Records supplied >>
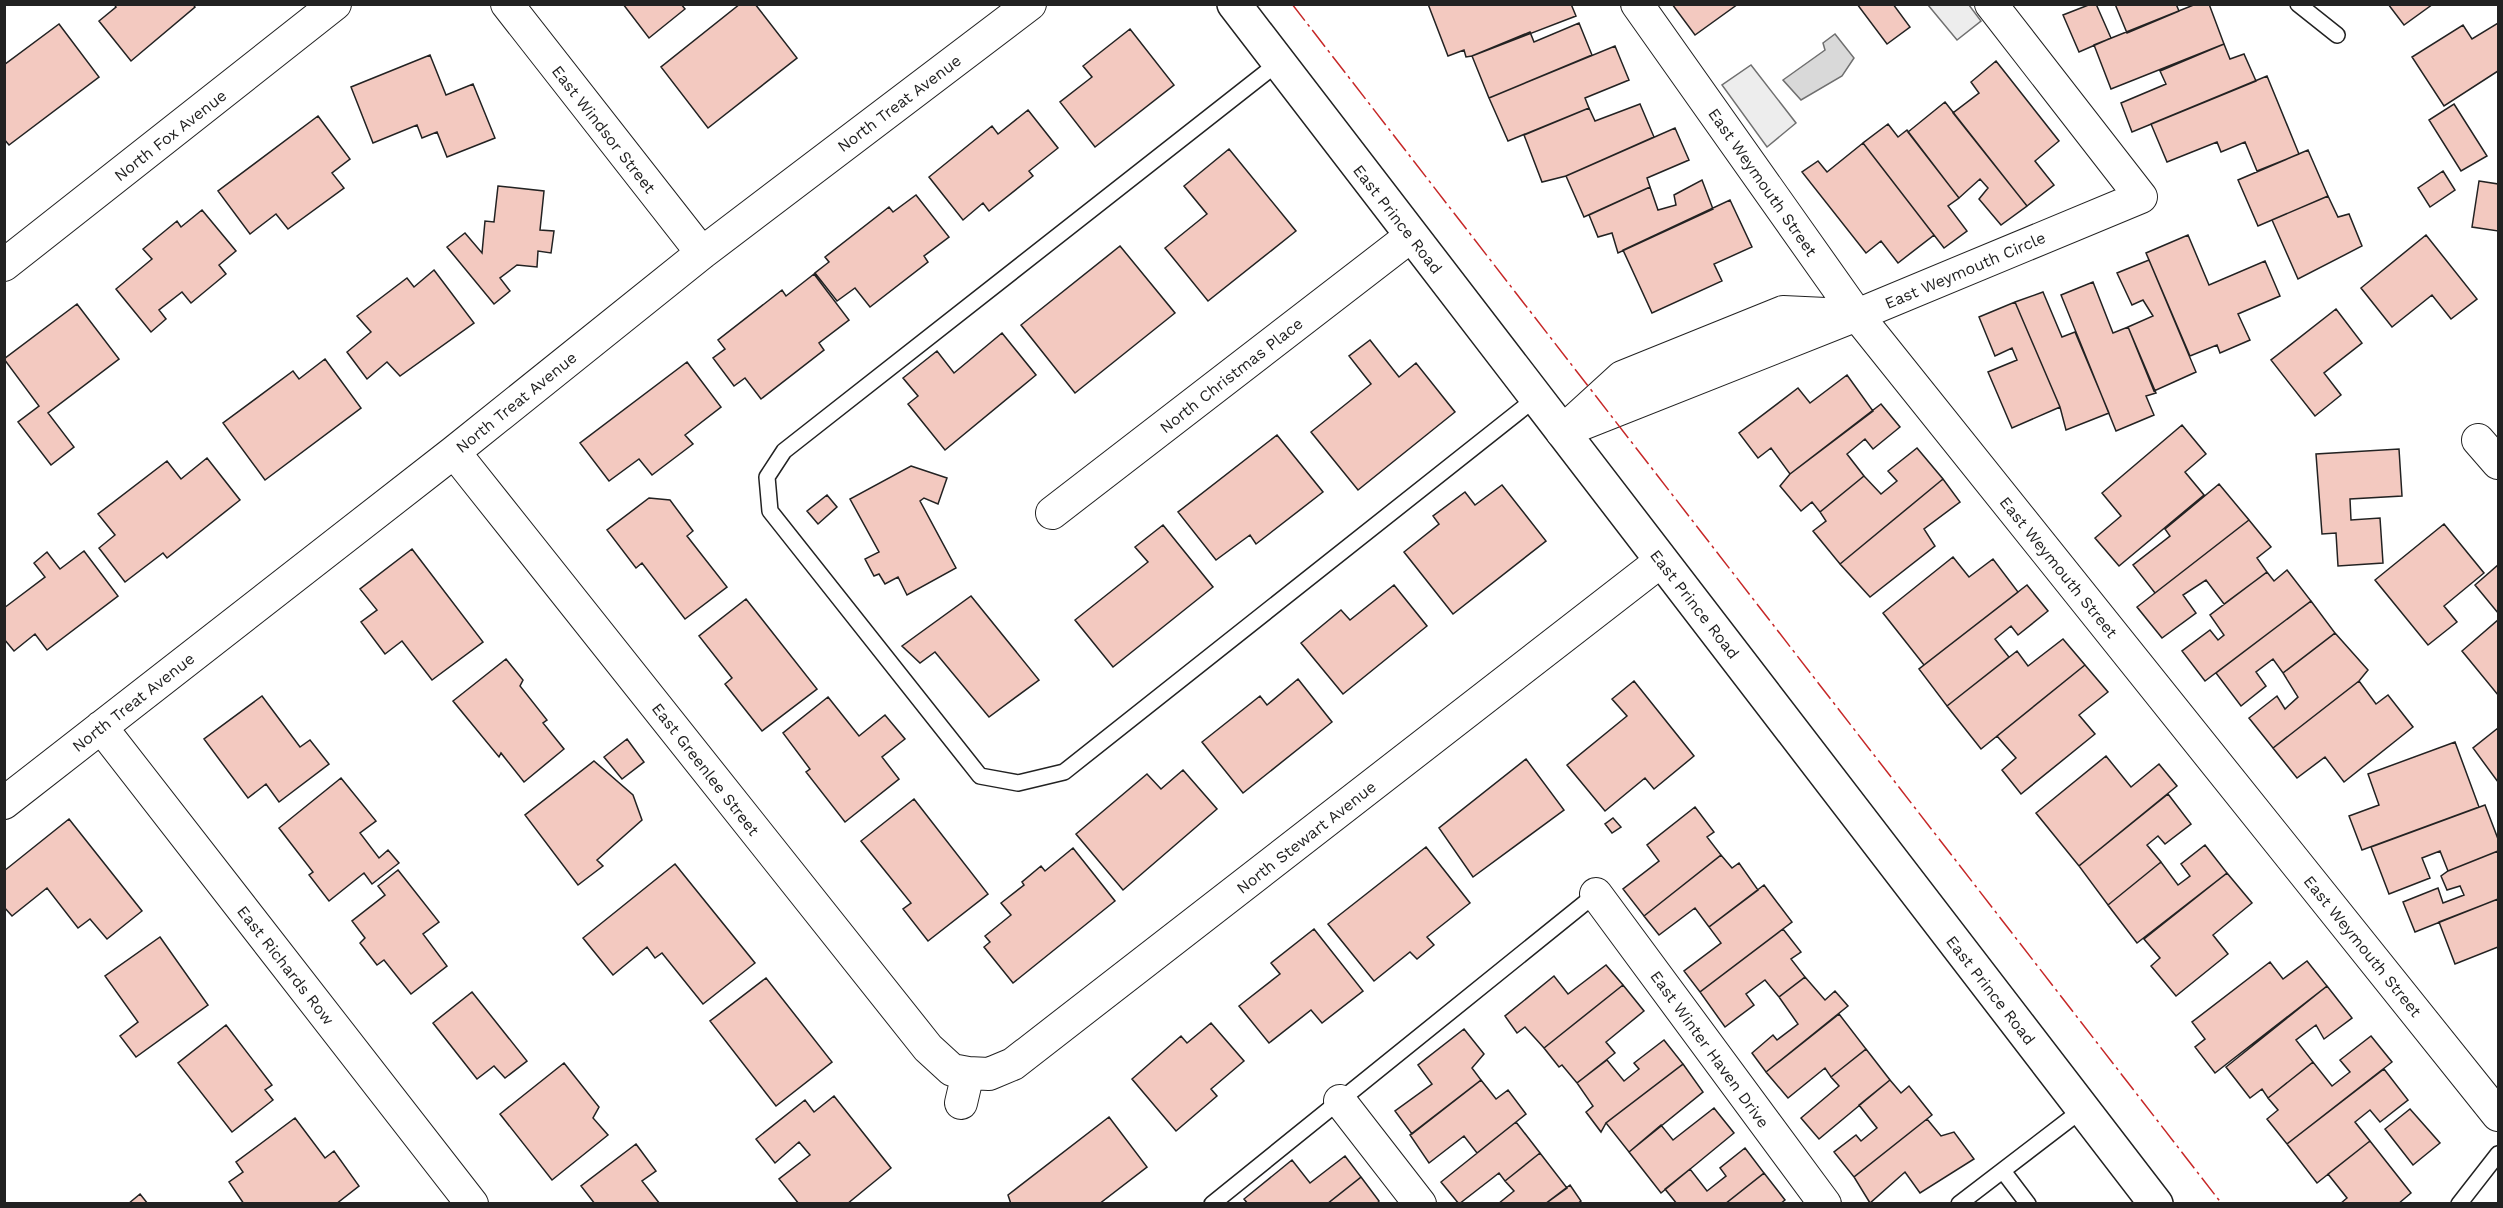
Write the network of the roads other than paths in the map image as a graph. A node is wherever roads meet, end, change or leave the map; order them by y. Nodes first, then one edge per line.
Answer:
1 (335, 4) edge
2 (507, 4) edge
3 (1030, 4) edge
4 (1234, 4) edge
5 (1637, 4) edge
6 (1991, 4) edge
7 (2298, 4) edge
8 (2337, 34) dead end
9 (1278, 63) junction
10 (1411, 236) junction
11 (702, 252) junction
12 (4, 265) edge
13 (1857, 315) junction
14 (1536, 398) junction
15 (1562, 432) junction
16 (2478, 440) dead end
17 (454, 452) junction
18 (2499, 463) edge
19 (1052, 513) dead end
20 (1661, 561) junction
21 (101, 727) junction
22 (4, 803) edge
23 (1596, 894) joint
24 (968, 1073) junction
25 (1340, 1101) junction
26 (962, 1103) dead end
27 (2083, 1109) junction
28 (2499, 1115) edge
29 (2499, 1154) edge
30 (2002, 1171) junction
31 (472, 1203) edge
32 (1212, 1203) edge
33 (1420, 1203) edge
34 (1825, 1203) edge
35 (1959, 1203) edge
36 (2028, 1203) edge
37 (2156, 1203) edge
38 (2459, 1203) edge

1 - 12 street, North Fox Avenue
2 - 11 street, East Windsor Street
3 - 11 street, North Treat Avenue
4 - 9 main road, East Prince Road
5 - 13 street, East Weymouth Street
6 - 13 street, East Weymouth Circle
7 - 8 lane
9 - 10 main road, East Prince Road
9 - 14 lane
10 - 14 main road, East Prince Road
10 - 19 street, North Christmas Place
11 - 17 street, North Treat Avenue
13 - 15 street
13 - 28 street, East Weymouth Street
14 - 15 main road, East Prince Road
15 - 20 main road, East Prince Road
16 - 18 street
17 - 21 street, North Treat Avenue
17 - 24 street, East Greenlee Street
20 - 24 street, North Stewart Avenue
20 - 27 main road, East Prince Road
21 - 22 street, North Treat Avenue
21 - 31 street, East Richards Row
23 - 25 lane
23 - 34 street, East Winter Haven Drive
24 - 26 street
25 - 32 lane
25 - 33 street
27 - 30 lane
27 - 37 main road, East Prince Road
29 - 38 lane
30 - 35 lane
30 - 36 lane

Brief >> Go through the listing above and return each line that includes the word "Treat".

Answer for this exercise >>
3 - 11 street, North Treat Avenue
11 - 17 street, North Treat Avenue
17 - 21 street, North Treat Avenue
21 - 22 street, North Treat Avenue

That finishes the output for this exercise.